Activists seek ban on plutonium freighter
Activists seek ban on plutonium freighter
JAKARTA (JP): Environmental activists have called on the
government to bar a British freighter, which is carrying
plutonium from France to Japan, from passing through Indonesian
waters.
"Although the route is a heavily-guarded secret, we have
reason to believe that the ship may choose to go through the
narrow Straits of Malacca," Muhammad Anung of the Indonesian
Forum for the Environment (Walhi) said during a discussion on
Friday.
Attended by activists, politicians and journalists, the
meeting was the first time that the transportation of plutonium
by the Pacific Pintail has been publicly discussed in Indonesia.
The vessel set sail on Thursday from France's Cherbourg
harbor. Its precise route has not been disclosed.
Greenpeace, the London-based environmental group which has
been campaigning for international opposition to the shipment,
speculated that the ship might pass through the Straits of
Malacca, an international shipping lane jointly administered by
Indonesia, Malaysia and Singapore. Another route would be through
the Straits of Lombok, which is administered by Indonesia.
Island countries in the Pacific have already rejected the
shipment of radioactive waste through their waters. Fiji was the
last country to join in, with its foreign ministry sending an
official objection to the Japanese embassy in Suva on Wednesday.
Caribbean countries have also stated their opposition.
If the ship rounds the Cape of Good Hope, South Africa is
reported to be planning to track its progress along the coast.
Apart from the Philippines, Southeast Asian countries have not
announced a position on the shipment, strengthening Greenpeace's
suspicion that the Pacific Pintail may pass through Indonesian
waters.
Japan needs the plutonium as a raw material for its extensive
nuclear power reactors. The plutonium comes from reprocessing
plants in France and Britain.
Anung said Walhi opposes any shipment of plutonium,
"especially if it passes through Indonesian waters".
The slightest leakage of the radioactive material, which could
occur in an accident, would cause a major catastrophe, he said.
Legislator Laksmiari Priyonggo from the Indonesian Democratic
Party, which attended Friday's discussion, warned of the
possibility of the waste being dumped into the ocean along the
way. "I think it would be very hard to keep track of the ship.

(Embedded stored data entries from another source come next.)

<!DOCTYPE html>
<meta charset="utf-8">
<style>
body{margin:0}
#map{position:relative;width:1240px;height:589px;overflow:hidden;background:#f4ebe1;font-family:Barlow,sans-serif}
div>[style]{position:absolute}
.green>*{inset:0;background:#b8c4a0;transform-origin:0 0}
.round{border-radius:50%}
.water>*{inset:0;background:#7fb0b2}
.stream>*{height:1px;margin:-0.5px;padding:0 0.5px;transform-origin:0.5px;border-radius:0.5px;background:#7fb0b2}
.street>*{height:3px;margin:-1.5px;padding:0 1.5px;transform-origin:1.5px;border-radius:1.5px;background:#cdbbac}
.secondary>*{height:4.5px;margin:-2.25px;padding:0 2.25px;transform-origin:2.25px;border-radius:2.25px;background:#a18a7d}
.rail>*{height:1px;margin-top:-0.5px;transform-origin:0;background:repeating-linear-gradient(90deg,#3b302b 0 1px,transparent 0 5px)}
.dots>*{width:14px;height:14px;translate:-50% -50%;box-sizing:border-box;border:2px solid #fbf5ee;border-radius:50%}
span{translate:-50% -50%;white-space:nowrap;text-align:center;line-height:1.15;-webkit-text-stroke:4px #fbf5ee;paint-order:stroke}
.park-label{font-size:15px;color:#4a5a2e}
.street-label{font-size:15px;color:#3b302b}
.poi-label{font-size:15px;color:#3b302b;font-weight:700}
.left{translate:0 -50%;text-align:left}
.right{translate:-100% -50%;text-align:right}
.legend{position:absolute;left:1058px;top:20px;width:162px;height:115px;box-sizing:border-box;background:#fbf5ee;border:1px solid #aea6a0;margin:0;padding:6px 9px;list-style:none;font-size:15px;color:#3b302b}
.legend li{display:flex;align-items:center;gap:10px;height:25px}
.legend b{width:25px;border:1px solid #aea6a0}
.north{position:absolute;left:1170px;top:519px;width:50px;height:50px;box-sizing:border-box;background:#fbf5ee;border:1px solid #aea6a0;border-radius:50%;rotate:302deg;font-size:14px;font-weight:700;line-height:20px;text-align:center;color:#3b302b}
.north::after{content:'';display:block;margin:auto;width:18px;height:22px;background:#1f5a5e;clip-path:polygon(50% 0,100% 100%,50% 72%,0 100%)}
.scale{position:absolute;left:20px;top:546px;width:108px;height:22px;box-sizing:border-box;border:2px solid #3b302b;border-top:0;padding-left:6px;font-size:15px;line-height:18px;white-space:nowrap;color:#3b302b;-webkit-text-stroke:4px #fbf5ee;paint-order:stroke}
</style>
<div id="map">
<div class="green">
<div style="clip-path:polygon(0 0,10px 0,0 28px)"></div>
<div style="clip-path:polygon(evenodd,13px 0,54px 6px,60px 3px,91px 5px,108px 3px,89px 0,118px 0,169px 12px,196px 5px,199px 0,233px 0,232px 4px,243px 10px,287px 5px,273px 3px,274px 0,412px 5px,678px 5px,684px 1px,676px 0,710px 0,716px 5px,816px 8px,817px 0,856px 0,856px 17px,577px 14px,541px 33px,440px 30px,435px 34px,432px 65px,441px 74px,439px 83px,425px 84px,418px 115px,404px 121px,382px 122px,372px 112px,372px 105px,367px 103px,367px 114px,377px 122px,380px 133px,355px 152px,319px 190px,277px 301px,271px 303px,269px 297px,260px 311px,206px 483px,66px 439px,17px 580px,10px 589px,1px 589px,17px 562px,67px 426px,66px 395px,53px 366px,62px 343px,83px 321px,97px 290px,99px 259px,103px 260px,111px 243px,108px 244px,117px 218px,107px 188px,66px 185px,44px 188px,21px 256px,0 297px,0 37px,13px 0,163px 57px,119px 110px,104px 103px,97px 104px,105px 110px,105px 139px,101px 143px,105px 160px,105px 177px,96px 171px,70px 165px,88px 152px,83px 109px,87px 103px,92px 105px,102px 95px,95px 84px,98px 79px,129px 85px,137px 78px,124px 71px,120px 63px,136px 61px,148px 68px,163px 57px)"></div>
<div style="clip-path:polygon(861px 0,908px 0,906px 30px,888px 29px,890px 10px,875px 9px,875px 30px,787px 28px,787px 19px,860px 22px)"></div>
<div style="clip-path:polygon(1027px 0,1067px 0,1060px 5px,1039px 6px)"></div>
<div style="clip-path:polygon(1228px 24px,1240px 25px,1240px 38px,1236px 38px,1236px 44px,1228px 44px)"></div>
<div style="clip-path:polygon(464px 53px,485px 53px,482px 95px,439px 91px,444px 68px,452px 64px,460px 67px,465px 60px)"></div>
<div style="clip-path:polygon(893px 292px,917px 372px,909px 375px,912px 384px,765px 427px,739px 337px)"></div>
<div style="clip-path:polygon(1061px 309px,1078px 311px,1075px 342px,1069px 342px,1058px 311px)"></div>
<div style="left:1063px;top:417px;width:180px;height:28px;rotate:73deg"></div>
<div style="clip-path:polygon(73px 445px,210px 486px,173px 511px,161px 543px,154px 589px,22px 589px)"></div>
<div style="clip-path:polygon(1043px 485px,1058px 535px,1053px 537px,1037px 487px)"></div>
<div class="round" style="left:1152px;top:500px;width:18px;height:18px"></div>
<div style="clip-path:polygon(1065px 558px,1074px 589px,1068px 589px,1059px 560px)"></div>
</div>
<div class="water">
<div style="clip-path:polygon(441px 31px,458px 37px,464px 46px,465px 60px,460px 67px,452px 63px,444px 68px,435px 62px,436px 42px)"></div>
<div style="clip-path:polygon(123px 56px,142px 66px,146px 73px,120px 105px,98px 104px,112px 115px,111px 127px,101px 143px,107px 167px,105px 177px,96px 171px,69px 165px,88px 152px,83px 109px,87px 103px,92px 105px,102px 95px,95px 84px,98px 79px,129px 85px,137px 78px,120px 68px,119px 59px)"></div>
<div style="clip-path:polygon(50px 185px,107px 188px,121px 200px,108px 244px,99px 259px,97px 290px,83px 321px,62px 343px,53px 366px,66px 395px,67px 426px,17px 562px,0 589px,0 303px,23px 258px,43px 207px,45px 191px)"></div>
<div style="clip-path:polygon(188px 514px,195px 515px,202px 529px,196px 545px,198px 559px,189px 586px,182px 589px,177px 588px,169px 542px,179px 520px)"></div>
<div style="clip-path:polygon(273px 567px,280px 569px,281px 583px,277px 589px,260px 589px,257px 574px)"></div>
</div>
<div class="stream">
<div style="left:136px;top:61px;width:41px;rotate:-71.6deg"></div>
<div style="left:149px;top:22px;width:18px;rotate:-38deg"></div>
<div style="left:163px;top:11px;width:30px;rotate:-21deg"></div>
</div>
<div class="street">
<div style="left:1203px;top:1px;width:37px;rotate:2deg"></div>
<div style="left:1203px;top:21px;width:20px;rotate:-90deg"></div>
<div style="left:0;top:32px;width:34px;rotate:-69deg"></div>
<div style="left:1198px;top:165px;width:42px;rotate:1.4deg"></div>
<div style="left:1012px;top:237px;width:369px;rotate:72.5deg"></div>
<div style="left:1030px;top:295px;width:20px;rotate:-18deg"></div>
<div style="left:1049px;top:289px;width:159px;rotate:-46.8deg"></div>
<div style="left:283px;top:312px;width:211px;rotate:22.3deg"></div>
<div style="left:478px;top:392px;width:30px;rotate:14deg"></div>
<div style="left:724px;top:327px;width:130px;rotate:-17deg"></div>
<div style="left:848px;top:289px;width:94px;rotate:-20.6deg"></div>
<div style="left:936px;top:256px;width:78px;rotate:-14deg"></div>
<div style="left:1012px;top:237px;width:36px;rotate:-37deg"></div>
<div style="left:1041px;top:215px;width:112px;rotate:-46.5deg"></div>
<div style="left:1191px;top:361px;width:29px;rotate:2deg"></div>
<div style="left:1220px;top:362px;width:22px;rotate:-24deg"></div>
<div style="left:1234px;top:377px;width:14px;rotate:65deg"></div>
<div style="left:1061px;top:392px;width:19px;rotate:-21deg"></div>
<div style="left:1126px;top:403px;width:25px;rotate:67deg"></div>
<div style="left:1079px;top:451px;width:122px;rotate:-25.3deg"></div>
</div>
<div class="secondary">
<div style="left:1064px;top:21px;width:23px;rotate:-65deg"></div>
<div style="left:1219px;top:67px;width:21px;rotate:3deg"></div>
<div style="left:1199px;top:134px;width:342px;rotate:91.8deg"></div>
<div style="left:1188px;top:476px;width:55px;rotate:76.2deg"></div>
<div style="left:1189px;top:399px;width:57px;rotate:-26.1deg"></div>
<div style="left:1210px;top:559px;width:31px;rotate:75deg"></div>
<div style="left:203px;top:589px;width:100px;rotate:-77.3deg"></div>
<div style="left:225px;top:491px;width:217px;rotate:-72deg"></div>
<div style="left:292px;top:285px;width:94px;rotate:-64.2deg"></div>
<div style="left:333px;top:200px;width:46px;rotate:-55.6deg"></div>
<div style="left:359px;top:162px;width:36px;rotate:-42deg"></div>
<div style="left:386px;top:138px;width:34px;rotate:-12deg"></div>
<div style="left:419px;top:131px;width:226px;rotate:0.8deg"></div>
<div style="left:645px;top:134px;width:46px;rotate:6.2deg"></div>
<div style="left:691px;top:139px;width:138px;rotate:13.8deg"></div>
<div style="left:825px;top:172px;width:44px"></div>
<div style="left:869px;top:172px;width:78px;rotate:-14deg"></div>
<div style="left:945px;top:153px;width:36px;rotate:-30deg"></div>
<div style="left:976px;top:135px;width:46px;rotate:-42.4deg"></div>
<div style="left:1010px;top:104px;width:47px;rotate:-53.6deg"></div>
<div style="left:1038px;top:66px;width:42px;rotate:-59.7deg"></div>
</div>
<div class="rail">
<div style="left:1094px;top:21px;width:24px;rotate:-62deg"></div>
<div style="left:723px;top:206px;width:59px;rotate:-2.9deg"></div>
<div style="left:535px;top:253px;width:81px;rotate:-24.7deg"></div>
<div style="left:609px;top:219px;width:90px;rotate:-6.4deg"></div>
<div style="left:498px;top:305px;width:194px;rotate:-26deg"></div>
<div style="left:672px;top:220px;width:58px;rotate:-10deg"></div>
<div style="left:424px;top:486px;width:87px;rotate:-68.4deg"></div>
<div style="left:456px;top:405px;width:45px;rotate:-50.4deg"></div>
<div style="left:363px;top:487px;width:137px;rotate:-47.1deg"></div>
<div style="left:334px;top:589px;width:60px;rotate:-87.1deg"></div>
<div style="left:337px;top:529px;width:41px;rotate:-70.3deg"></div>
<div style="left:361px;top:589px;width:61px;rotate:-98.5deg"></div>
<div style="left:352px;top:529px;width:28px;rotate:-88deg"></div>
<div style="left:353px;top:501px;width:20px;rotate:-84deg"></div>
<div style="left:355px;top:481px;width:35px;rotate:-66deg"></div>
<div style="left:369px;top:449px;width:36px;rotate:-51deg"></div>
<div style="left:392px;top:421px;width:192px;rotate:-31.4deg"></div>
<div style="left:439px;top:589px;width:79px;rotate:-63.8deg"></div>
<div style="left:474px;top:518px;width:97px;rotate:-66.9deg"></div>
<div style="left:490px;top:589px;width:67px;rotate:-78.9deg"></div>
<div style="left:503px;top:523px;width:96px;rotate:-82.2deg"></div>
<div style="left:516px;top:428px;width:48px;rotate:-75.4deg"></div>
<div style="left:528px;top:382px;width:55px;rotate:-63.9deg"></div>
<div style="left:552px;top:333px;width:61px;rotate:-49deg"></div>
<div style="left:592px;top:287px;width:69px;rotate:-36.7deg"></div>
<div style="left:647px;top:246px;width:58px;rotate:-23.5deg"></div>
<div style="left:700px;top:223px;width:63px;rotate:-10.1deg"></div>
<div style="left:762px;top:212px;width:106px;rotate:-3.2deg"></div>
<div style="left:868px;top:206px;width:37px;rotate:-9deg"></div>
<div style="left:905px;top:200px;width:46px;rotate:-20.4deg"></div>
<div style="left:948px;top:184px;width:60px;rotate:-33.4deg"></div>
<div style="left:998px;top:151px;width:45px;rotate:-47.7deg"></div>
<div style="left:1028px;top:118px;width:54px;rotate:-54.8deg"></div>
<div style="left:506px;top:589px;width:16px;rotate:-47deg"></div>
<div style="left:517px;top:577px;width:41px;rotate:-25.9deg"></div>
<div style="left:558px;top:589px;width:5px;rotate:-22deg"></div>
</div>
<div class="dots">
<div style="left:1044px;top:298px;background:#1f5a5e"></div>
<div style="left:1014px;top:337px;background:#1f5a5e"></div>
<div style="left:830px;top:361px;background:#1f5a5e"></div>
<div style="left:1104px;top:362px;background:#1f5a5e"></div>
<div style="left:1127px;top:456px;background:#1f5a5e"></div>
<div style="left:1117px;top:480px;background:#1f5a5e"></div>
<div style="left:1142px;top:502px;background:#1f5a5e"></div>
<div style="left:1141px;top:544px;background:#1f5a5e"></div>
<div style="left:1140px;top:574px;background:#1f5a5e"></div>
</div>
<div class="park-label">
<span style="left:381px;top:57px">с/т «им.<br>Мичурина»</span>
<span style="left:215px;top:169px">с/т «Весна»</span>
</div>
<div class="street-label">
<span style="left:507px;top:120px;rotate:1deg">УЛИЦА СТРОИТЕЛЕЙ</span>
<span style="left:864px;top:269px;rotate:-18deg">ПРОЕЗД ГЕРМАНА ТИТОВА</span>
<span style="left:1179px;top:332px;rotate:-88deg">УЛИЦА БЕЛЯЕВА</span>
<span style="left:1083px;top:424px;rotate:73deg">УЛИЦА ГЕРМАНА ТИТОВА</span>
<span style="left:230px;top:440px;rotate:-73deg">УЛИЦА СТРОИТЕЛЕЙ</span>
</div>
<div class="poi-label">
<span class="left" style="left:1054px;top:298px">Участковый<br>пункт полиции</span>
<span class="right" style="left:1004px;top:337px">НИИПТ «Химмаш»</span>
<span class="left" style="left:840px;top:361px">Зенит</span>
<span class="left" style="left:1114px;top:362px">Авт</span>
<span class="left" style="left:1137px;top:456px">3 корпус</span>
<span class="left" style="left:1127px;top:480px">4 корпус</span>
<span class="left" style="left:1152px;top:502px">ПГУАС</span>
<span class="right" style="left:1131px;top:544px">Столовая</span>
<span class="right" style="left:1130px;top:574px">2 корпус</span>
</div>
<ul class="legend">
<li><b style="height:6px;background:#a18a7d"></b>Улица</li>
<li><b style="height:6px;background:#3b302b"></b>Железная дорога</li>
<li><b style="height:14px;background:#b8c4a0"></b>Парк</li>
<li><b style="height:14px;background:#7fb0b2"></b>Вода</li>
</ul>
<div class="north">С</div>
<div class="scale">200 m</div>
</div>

The containers could even be empty by the time they reach Japan,"
she said.
Local human rights activist H.J.C. Princen said that NGOs
"must be confident that they can make a difference."
"Anti-nuclear campaigns must be organized extensively and must
involve a wide section of the public, something which can be
achieved through the mass media," he said.
Greenpeace has drawn up four possible routes which the
plutonium ship might take: through the Caribbean Sea and the
Panama Canal, passing near Hawaii while crossing the Pacific;
around the Cape of Good Hope, across the Indian Ocean and then
either through the Straits of Malacca and the South China Sea or
around Australia and then north through the islands of the south
Pacific; through the Mediterranean Ocean and the Suez Canal; and
around Latin America (Cape Horn) and then across the Pacific.
Greenpeace said that the plutonium shipments "are a recipe for
disaster which will only be stopped by public opposition and
political and legal action."
In 1992 a shipment of plutonium from France to Japan provoked
international protests as many countries closed their territorial
waters to the Akatsuki Maru, which carried 1.7 tons of plutonium.